Chapter 11 Row pattern matching
So far, we have mostly been doing things that are equally possible to do in R, and hence the reason for doing it in SQL instead of R is probably performance-related.
Row pattern matching is something quite different, to which there currently isn't any comparable functionality in any R libraries. That is bound to change sooner or later, but for the time being, Oracle has a big selling point in being able to do a type of processing that is both novel, useful and difficult to implement from scratch.
Row pattern matching is, basically, a WHERE
-statement on steroids. Instead of selecting individual rows, you can select whole sets of rows, if they, as a group satisfy the criteria you have written. The canonical example is stocks, where you may not be interested in selecting the days where the stock is above, say, 20, but you really want to find periods where the price was increasing. With row pattern matching you can do that - define what an increase means, and then say you want all rows that are part of, f.ex., periods of five or more consecutive days of price increases.
In addition to the amped-up WHERE-clause, pattern matching lets you calculate new columns, called MEASURES
, from the patterns that you define. Things like the difference between the start- and end-price in the aforementioned 5-or-more days of stock price increases.
Also, the pattern matching can do aggregations, leaving you with only one row summing up each pattern found.
11.1 A simple(ish) example
Although the stocks make a good and relatable intro to what pattern-matching can do, it is probably more powerful in other areas, with more feature-rich data. Nevertheless, we will start by doing a simple stock-price example where we select periods of stock price increases, however long or short.
SELECT * FROM ticker
MATCH_RECOGNIZE(
PARTITION BY symbol
ORDER BY tstamp
ALL ROWS PER MATCH
PATTERN ( up+ )
DEFINE up AS PREV(price)<price
)
SYMBOL | TSTAMP | PRICE |
---|---|---|
ACME | 2011-04-02 | 17 |
ACME | 2011-04-03 | 19 |
ACME | 2011-04-04 | 21 |
ACME | 2011-04-05 | 25 |
ACME | 2011-04-07 | 15 |
ACME | 2011-04-08 | 20 |
ACME | 2011-04-09 | 24 |
ACME | 2011-04-10 | 25 |
ACME | 2011-04-13 | 25 |
ACME | 2011-04-17 | 14 |
Although the query was short, there is a lot of new syntax here, starting with the MATCH_RECOGNIZE
command that encompases the whole circus. Inside the match_recognize command, we start off by partitioning by symbol, which just like with the OVER
clause says that we want to analyze patterns in different stocks in isolation. Secondly, we order by TSTAMP
, which is the time column and denotes in which order things happened (the default ordering, ascending) usually agrees with how we want to analyze pattern in time.

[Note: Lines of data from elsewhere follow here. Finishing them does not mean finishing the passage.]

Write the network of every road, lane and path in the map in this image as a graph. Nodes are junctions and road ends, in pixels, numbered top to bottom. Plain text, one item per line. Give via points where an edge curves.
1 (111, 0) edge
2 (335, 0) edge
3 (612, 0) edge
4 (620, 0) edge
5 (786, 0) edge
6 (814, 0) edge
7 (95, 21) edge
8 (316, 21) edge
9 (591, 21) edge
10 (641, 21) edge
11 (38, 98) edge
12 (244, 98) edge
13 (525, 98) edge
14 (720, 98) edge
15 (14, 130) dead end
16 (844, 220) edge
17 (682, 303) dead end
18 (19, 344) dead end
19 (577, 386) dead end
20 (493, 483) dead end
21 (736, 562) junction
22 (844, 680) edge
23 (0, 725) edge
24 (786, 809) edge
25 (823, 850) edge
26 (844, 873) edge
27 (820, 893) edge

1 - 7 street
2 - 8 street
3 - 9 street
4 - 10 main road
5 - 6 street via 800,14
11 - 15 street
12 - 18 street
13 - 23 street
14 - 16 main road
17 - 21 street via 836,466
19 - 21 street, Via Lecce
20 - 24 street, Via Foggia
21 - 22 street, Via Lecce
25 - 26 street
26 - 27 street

Now, for the really new stuff, which is probably easier to understand if we start with the last line.
DEFINE
is where we define the basic building blocks of what we want to match. We say that a row can be classified as "UP" if the stock price is higher that day than it was on the previous day. This is where the ORDER BY statement becomes important - without it, the previous row might not be the previous day, and our results wouldn't make much sense.
In the PATTERN
statement, we use the definition(s) we create in the DEFINE statement to specify what combinations of rows we are looking for. This step uses a lightweight version of regex to let us specify the patters, and the +
-sign means the same here as in regex: One or more occurance.
Finally, ALL ROWS PER MATCH
is an explicit way of telling Oracle not to aggregate the results. In this query, we use match_recognize simply as a filter.

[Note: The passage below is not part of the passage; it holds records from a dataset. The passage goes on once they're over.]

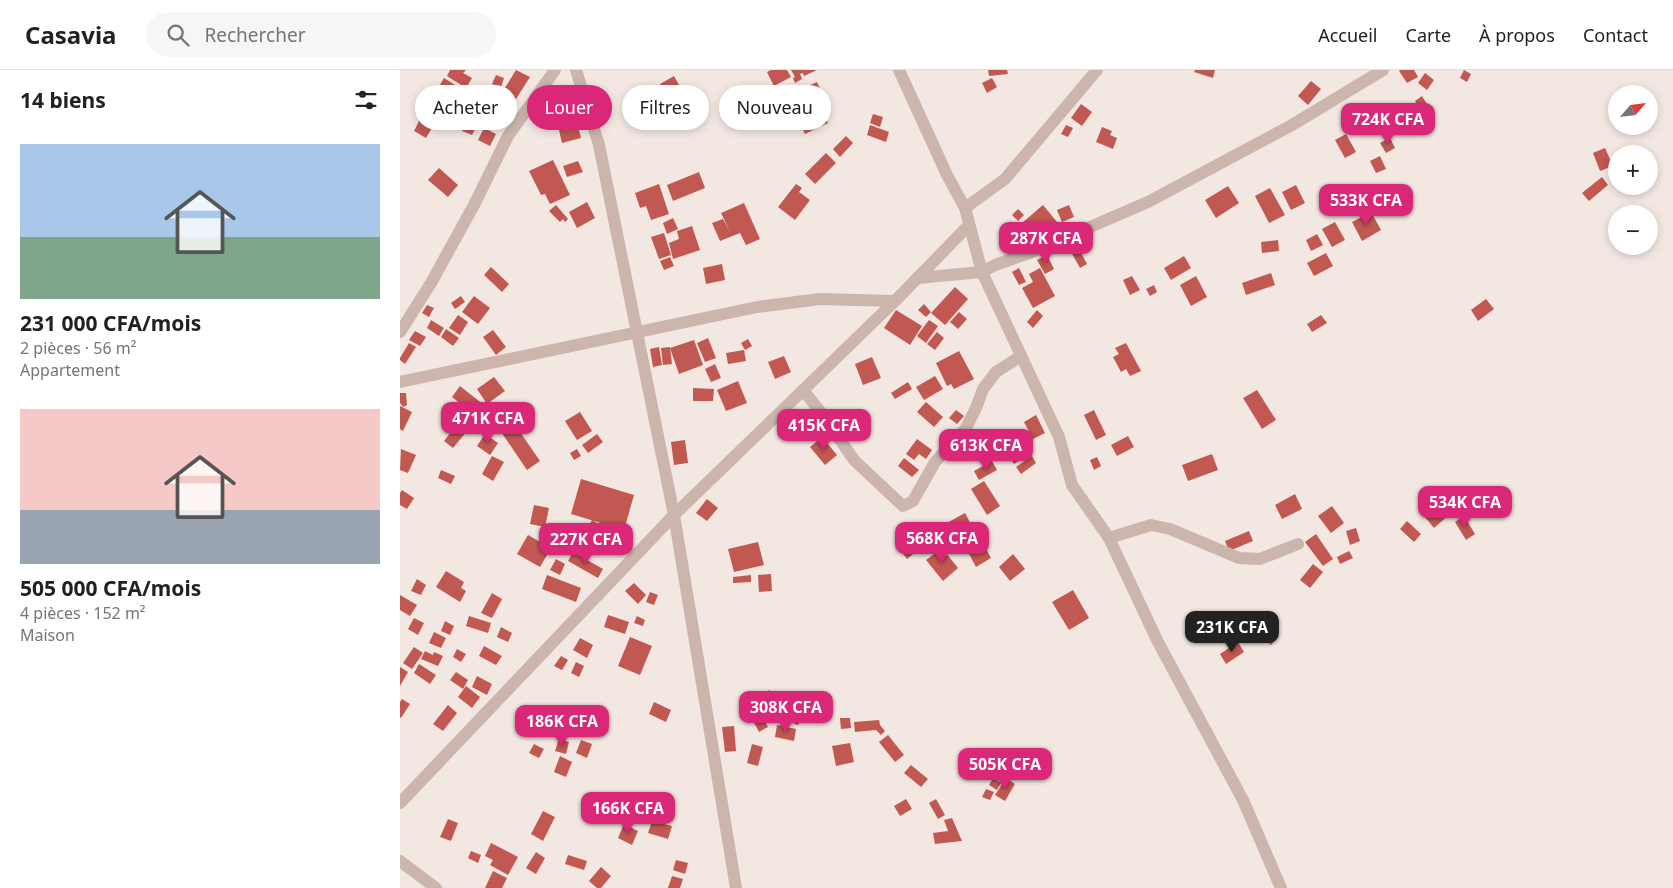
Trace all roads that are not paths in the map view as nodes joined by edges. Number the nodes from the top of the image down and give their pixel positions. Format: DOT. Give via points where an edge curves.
graph roads {
  1 [pos="555,70"];
  2 [pos="576,70"];
  3 [pos="899,70"];
  4 [pos="1097,70"];
  5 [pos="1384,70"];
  6 [pos="965,208"];
  7 [pos="969,225"];
  8 [pos="982,272"];
  9 [pos="918,278"];
  10 [pos="895,301"];
  11 [pos="400,332"];
  12 [pos="636,332"];
  13 [pos="1021,356"];
  14 [pos="400,382"];
  15 [pos="803,390"];
  16 [pos="674,515"];
  17 [pos="1109,538"];
  18 [pos="1298,544"];
  19 [pos="400,802"];
  20 [pos="400,861"];
  21 [pos="436,888"];
  22 [pos="736,888"];
  23 [pos="1281,888"];
  1 -- 11 [label="street" via="508,136 431,283"];
  2 -- 12 [label="street" via="599,145"];
  3 -- 6 [label="street"];
  4 -- 6 [label="street" via="1005,179"];
  5 -- 8 [label="street" via="1292,125 1148,202"];
  6 -- 7 [label="street"];
  7 -- 8 [label="street"];
  7 -- 9 [label="street"];
  8 -- 9 [label="street"];
  8 -- 13 [label="street"];
  9 -- 10 [label="street"];
  10 -- 12 [label="street" via="820,299 757,307"];
  10 -- 15 [label="street"];
  12 -- 14 [label="street"];
  12 -- 16 [label="street"];
  13 -- 15 [label="street" via="996,372 983,389 966,428 935,462 913,501 903,506 854,460"];
  13 -- 17 [label="street" via="1059,437 1072,485"];
  15 -- 16 [label="street"];
  16 -- 19 [label="street"];
  16 -- 22 [label="street"];
  17 -- 18 [label="street" via="1151,525 1170,529 1239,558 1260,559"];
  17 -- 23 [label="street" via="1158,642 1244,800"];
  20 -- 21 [label="street"];
}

To summarize, we use the DEFINE
statement to definitions/labels/classifications of rows, with the help of functions such as PREV
(previous row), NEXT
, and some other methods that we will return to. We use these labels in the PATTERN
statement, where we specify which combinations of these rows we are looking for, and finally we specify that we don't want to aggregate the results.
The output of this, however, isn't easy to make sense of. The first four rows shows that the price increases from 17 to 25, but if we read the code carefully we see that 17 must already be an increase from the day before - otherwise it wouldn't have satisfied the UP
definition. But we don't see what it increased from.
Then, it drops from 25 to 15, and skips a day. Presumably, it found the pattern multiple times in the same stock, right next to each other. But we have a hard time reading this from the output, so let's add some more to the query.
Firstly, we want to add the day the pattern starts. To do this we must add a definition to the pattern, but since we don't need this first row to satisfy any conditions other than coming before the first UP
, we don't actually have to define it. If that sounds strange, you'll understand when you see it.
Secondly, we want to see when one pattern ends and another starts. We can do this by adding a computed variable, called a MEASURE
and a function called MATCH_NUMBER()
that specifically enumerates what occurance of the pattern the row is part of.
Additionally, since we now will have two different definitions as part of our pattern, we want to see what each row is classified as. This too we can do in the MEASURE
clause, with the special function CLASSIFIER()
which returns the name of the definition that triggered.
SELECT * FROM ticker
MATCH_RECOGNIZE(
PARTITION BY symbol
ORDER BY tstamp
MEASURES MATCH_NUMBER() AS match_num,
CLASSIFIER() as clf
ALL ROWS PER MATCH
PATTERN ( strt up+ )
DEFINE up AS PREV(price)<price
)
SYMBOL | TSTAMP | MATCH_NUM | CLF | PRICE |
---|---|---|---|---|
ACME | 2011-04-01 | 1 | STRT | 12 |
ACME | 2011-04-02 | 1 | UP | 17 |
ACME | 2011-04-03 | 1 | UP | 19 |
ACME | 2011-04-04 | 1 | UP | 21 |
ACME | 2011-04-05 | 1 | UP | 25 |
ACME | 2011-04-06 | 2 | STRT | 12 |
ACME | 2011-04-07 | 2 | UP | 15 |
ACME | 2011-04-08 | 2 | UP | 20 |
ACME | 2011-04-09 | 2 | UP | 24 |
ACME | 2011-04-10 | 2 | UP | 25 |
This helps immensly with readability. We can see that the start (nicknamed strt
in the code) of the pattern is the 31st of march 2011, when the price is 12, before it increases to 17 which was the first observation we saw in the previous query. Also, we get a confirmation that the drop we saw when the price was 25, was the end of the first occurance of the pattern and the start of the second occurance. When we see a new ticker symbol, the match number counter resets.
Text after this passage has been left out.